Work instructions »
The records below are to be transcribed exactly as they appear.

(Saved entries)
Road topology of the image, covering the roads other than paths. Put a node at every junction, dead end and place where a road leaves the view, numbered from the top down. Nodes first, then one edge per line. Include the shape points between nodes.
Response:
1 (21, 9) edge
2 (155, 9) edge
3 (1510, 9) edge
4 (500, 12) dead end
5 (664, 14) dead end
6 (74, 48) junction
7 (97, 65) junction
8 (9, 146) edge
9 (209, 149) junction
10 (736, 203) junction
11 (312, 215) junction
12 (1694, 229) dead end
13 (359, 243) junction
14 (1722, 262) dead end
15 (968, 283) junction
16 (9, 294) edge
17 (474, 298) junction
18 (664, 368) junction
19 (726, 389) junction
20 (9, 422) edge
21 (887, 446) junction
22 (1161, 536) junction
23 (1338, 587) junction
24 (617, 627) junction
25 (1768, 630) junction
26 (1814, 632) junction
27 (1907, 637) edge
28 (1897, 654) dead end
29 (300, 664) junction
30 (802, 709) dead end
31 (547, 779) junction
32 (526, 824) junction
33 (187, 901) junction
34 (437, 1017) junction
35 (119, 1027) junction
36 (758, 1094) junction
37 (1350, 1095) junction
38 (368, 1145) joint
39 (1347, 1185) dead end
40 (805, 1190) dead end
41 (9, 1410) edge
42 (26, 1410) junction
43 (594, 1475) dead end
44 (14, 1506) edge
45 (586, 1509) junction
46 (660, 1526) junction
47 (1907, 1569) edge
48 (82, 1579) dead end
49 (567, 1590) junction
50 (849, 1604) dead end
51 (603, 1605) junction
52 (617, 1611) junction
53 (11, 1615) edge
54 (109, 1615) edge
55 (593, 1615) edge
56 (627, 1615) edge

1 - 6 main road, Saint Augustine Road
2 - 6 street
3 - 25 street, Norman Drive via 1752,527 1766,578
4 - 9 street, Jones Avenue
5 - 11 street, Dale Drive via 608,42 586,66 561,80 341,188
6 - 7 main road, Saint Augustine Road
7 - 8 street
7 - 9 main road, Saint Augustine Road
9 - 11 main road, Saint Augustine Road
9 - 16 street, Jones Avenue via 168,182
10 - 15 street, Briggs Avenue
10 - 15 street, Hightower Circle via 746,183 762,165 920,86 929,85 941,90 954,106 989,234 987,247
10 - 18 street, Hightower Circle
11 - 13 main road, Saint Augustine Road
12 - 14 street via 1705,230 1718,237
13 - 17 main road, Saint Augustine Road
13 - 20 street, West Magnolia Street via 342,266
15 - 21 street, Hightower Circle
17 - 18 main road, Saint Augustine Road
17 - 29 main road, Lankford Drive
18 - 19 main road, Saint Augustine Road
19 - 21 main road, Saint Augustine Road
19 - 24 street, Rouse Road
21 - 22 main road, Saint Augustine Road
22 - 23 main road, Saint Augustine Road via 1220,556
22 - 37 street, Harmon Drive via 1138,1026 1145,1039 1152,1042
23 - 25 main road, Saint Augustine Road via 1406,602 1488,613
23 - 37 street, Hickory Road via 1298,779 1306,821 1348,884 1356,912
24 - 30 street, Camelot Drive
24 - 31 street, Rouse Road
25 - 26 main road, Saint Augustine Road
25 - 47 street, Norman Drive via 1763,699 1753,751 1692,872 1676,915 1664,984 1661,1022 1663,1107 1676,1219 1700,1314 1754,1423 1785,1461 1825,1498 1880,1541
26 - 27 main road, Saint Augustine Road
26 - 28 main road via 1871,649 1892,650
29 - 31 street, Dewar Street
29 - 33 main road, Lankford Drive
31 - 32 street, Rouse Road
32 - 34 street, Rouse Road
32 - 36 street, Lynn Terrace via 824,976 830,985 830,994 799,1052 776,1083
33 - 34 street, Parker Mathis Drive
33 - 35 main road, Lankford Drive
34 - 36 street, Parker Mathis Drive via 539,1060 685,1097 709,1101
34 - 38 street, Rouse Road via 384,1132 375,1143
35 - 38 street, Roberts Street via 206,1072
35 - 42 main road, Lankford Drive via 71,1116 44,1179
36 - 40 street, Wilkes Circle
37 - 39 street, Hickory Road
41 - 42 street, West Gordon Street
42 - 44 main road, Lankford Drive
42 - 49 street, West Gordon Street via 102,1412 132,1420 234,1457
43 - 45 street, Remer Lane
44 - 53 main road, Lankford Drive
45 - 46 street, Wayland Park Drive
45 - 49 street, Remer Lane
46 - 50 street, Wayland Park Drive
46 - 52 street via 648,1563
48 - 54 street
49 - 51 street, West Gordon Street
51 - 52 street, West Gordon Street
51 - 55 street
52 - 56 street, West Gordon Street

Answer for this exercise »
Road topology of the image, covering the roads other than paths. Put a node at every junction, dead end and place where a road leaves the view, numbered from the top down. Nodes first, then one edge per line. Include the shape points between nodes.
Response:
1 (21, 9) edge
2 (155, 9) edge
3 (1510, 9) edge
4 (500, 12) dead end
5 (664, 14) dead end
6 (74, 48) junction
7 (97, 65) junction
8 (9, 146) edge
9 (209, 149) junction
10 (736, 203) junction
11 (312, 215) junction
12 (1694, 229) dead end
13 (359, 243) junction
14 (1722, 262) dead end
15 (968, 283) junction
16 (9, 294) edge
17 (474, 298) junction
18 (664, 368) junction
19 (726, 389) junction
20 (9, 422) edge
21 (887, 446) junction
22 (1161, 536) junction
23 (1338, 587) junction
24 (617, 627) junction
25 (1768, 630) junction
26 (1814, 632) junction
27 (1907, 637) edge
28 (1897, 654) dead end
29 (300, 664) junction
30 (802, 709) dead end
31 (547, 779) junction
32 (526, 824) junction
33 (187, 901) junction
34 (437, 1017) junction
35 (119, 1027) junction
36 (758, 1094) junction
37 (1350, 1095) junction
38 (368, 1145) joint
39 (1347, 1185) dead end
40 (805, 1190) dead end
41 (9, 1410) edge
42 (26, 1410) junction
43 (594, 1475) dead end
44 (14, 1506) edge
45 (586, 1509) junction
46 (660, 1526) junction
47 (1907, 1569) edge
48 (82, 1579) dead end
49 (567, 1590) junction
50 (849, 1604) dead end
51 (603, 1605) junction
52 (617, 1611) junction
53 (11, 1615) edge
54 (109, 1615) edge
55 (593, 1615) edge
56 (627, 1615) edge

1 - 6 main road, Saint Augustine Road
2 - 6 street
3 - 25 street, Norman Drive via 1752,527 1766,578
4 - 9 street, Jones Avenue
5 - 11 street, Dale Drive via 608,42 586,66 561,80 341,188
6 - 7 main road, Saint Augustine Road
7 - 8 street
7 - 9 main road, Saint Augustine Road
9 - 11 main road, Saint Augustine Road
9 - 16 street, Jones Avenue via 168,182
10 - 15 street, Briggs Avenue
10 - 15 street, Hightower Circle via 746,183 762,165 920,86 929,85 941,90 954,106 989,234 987,247
10 - 18 street, Hightower Circle
11 - 13 main road, Saint Augustine Road
12 - 14 street via 1705,230 1718,237
13 - 17 main road, Saint Augustine Road
13 - 20 street, West Magnolia Street via 342,266
15 - 21 street, Hightower Circle
17 - 18 main road, Saint Augustine Road
17 - 29 main road, Lankford Drive
18 - 19 main road, Saint Augustine Road
19 - 21 main road, Saint Augustine Road
19 - 24 street, Rouse Road
21 - 22 main road, Saint Augustine Road
22 - 23 main road, Saint Augustine Road via 1220,556
22 - 37 street, Harmon Drive via 1138,1026 1145,1039 1152,1042
23 - 25 main road, Saint Augustine Road via 1406,602 1488,613
23 - 37 street, Hickory Road via 1298,779 1306,821 1348,884 1356,912
24 - 30 street, Camelot Drive
24 - 31 street, Rouse Road
25 - 26 main road, Saint Augustine Road
25 - 47 street, Norman Drive via 1763,699 1753,751 1692,872 1676,915 1664,984 1661,1022 1663,1107 1676,1219 1700,1314 1754,1423 1785,1461 1825,1498 1880,1541
26 - 27 main road, Saint Augustine Road
26 - 28 main road via 1871,649 1892,650
29 - 31 street, Dewar Street
29 - 33 main road, Lankford Drive
31 - 32 street, Rouse Road
32 - 34 street, Rouse Road
32 - 36 street, Lynn Terrace via 824,976 830,985 830,994 799,1052 776,1083
33 - 34 street, Parker Mathis Drive
33 - 35 main road, Lankford Drive
34 - 36 street, Parker Mathis Drive via 539,1060 685,1097 709,1101
34 - 38 street, Rouse Road via 384,1132 375,1143
35 - 38 street, Roberts Street via 206,1072
35 - 42 main road, Lankford Drive via 71,1116 44,1179
36 - 40 street, Wilkes Circle
37 - 39 street, Hickory Road
41 - 42 street, West Gordon Street
42 - 44 main road, Lankford Drive
42 - 49 street, West Gordon Street via 102,1412 132,1420 234,1457
43 - 45 street, Remer Lane
44 - 53 main road, Lankford Drive
45 - 46 street, Wayland Park Drive
45 - 49 street, Remer Lane
46 - 50 street, Wayland Park Drive
46 - 52 street via 648,1563
48 - 54 street
49 - 51 street, West Gordon Street
51 - 52 street, West Gordon Street
51 - 55 street
52 - 56 street, West Gordon Street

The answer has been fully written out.